Implementation:Datajuicer Data juicer QuerySentimentDetectionMapper
| Knowledge Sources | |
|---|---|
| Domains | Data_Processing, Mapping |
| Last Updated | 2026-02-14 16:00 GMT |
Overview
Concrete tool for detecting sentiment in user queries provided by Data-Juicer.
Description
QuerySentimentDetectionMapper is a mapper operator that detects the sentiment of user queries (negative, neutral, or positive) and stores the predicted label and confidence score in the sample metadata. It employs a HuggingFace text-classification pipeline with optional Chinese-to-English translation before classification. Samples that already have sentiment annotations are skipped. Requires CUDA acceleration and operates in batched mode.
Usage
Use when you need sentiment-based tagging and filtering of training data, such as curating datasets with specific emotional tone distributions.
Code Reference
Source Location
- Repository: Datajuicer_Data_juicer
- File: data_juicer/ops/mapper/query_sentiment_detection_mapper.py
Signature
@OPERATORS.register_module("query_sentiment_detection_mapper")

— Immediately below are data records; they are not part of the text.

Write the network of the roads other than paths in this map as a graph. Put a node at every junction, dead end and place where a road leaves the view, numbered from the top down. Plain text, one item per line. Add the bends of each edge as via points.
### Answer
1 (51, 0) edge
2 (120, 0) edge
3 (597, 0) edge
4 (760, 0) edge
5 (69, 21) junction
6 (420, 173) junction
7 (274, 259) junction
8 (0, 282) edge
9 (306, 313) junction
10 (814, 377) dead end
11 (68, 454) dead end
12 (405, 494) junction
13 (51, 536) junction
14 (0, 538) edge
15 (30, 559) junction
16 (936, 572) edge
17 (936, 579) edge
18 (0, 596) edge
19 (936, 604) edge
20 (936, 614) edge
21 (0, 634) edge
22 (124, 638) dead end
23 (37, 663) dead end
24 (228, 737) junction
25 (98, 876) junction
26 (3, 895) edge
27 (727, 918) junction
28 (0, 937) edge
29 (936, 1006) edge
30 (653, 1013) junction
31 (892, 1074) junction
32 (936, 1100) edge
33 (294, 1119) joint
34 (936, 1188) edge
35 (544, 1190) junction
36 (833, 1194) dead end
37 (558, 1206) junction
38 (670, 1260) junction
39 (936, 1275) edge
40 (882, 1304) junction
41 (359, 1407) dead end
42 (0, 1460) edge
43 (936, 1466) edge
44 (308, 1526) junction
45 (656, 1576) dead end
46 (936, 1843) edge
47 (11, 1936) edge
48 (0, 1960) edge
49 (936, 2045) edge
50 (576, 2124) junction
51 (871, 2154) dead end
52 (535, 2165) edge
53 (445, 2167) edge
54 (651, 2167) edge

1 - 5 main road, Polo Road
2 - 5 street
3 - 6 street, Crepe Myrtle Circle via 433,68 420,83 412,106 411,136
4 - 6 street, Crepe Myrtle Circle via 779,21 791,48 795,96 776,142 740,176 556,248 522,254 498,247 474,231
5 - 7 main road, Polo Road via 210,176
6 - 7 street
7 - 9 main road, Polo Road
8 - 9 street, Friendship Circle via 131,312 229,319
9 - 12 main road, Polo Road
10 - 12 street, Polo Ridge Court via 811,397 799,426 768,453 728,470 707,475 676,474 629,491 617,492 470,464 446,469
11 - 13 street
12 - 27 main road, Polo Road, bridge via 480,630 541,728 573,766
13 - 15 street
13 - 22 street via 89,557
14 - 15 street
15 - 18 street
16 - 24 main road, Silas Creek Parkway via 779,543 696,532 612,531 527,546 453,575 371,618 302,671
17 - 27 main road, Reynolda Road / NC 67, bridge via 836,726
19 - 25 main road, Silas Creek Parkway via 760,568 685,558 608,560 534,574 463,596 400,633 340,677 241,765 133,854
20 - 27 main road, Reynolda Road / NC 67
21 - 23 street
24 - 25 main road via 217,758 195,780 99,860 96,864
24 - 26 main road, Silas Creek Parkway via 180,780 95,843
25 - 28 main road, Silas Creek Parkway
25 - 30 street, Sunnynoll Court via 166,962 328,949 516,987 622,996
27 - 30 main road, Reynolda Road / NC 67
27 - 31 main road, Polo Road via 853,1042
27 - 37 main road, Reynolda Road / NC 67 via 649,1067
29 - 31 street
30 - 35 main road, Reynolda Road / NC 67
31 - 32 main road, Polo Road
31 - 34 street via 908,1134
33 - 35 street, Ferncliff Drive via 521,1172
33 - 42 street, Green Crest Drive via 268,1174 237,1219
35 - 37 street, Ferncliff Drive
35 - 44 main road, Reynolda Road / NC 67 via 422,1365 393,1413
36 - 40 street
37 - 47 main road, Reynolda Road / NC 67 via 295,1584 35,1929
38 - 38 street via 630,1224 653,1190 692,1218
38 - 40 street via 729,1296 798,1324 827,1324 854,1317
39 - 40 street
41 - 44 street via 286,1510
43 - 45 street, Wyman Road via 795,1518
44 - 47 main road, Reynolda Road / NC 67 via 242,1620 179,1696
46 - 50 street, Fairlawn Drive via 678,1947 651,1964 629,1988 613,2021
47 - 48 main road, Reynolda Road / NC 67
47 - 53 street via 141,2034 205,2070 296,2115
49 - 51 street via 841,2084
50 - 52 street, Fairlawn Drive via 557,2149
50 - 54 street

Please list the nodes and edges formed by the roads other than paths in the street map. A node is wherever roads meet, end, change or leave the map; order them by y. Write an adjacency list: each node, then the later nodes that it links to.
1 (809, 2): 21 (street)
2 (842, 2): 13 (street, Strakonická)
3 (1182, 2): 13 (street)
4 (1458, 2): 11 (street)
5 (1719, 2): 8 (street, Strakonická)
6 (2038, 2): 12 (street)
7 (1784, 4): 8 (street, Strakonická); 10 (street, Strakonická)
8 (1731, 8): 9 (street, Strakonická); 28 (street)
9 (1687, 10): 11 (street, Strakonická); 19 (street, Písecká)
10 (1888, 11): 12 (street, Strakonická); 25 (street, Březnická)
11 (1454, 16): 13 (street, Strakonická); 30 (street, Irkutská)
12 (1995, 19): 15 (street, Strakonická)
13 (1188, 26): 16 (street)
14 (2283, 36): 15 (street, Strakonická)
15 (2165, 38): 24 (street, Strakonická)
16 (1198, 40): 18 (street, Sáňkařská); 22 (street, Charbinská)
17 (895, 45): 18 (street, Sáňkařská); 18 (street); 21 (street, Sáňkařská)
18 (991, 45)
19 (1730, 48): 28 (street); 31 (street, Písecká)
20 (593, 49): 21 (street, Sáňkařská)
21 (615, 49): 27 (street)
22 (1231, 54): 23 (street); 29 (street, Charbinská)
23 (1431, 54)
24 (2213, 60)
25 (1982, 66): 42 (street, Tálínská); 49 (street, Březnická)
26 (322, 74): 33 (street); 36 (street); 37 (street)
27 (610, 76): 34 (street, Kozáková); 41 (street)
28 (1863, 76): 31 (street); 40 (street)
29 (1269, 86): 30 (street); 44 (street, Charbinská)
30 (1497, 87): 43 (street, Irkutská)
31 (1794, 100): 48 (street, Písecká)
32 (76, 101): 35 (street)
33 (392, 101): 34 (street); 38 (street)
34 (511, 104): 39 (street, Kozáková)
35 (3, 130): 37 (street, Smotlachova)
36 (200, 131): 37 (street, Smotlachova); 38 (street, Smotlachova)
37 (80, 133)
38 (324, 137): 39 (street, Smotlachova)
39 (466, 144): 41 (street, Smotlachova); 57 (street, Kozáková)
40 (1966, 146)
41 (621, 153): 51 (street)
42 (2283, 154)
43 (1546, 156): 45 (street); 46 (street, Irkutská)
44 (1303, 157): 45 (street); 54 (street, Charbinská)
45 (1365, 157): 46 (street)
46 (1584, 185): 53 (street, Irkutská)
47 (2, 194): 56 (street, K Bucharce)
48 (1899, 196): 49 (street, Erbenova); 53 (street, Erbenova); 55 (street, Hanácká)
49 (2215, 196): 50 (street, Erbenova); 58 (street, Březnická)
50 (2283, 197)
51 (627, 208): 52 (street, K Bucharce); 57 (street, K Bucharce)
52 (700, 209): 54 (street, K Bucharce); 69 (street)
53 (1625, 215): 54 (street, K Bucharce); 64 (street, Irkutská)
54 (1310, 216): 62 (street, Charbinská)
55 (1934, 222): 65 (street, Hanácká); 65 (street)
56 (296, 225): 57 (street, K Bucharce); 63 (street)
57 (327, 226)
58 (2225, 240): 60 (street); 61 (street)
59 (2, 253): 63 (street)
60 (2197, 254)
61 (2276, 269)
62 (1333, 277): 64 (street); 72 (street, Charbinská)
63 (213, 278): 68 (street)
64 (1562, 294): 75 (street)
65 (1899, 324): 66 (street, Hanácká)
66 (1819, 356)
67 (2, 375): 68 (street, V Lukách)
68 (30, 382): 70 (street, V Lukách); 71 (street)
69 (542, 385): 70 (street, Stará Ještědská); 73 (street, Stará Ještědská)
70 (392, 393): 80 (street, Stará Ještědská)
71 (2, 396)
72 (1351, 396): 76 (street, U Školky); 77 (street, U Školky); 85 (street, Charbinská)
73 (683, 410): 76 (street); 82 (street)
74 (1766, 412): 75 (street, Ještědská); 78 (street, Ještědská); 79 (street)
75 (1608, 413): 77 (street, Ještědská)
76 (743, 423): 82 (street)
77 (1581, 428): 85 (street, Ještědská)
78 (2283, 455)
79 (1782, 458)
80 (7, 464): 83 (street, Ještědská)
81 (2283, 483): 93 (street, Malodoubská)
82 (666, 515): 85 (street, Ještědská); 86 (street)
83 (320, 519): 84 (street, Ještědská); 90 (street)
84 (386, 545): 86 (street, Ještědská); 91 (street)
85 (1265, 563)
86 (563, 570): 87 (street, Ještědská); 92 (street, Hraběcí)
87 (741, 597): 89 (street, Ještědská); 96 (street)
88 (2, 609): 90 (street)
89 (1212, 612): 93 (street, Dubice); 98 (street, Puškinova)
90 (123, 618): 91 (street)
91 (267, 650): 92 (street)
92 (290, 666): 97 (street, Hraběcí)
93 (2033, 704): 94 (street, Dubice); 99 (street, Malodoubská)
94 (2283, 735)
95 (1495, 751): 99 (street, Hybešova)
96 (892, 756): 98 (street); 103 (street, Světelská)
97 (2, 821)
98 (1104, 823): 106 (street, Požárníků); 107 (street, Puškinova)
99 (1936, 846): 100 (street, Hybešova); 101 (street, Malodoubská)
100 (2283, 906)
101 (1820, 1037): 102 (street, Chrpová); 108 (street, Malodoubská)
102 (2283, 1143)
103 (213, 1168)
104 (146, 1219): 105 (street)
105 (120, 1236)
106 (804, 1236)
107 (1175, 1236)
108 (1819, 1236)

class QuerySentimentDetectionMapper(Mapper):
def __init__(
self,
hf_model: str = "mrm8488/distilroberta-finetuned-financial-news-sentiment-analysis",
zh_to_en_hf_model: Optional[str] = "Helsinki-NLP/opus-mt-zh-en",
model_params: Dict = {},
zh_to_en_model_params: Dict = {},
*,
label_key: str = MetaKeys.query_sentiment_label,
score_key: str = MetaKeys.query_sentiment_score,
**kwargs,
):
Import
from data_juicer.ops.mapper.query_sentiment_detection_mapper import QuerySentimentDetectionMapper
I/O Contract
Inputs
| Name | Type | Required | Description |
|---|---|---|---|
| hf_model | str | No | HuggingFace model ID for sentiment classification (default: mrm8488/distilroberta-finetuned-financial-news-sentiment-analysis) |
| zh_to_en_hf_model | Optional[str] | No | Translation model from Chinese to English (default: Helsinki-NLP/opus-mt-zh-en) |
| model_params | Dict | No | Model parameters for the sentiment classification model |
| zh_to_en_model_params | Dict | No | Model parameters for the translation model |
| label_key | str | No | Key name in meta field for the output label (default: query_sentiment_label) |
| score_key | str | No | Key name in meta field for the output score (default: query_sentiment_score) |
Outputs
| Name | Type | Description |
|---|---|---|
| meta[label_key] | str | Predicted sentiment label (negative, neutral, or positive) |
| meta[score_key] | float | Confidence score for the predicted sentiment |
Usage Examples
process:
- query_sentiment_detection_mapper:
hf_model: 'mrm8488/distilroberta-finetuned-financial-news-sentiment-analysis'
zh_to_en_hf_model: 'Helsinki-NLP/opus-mt-zh-en'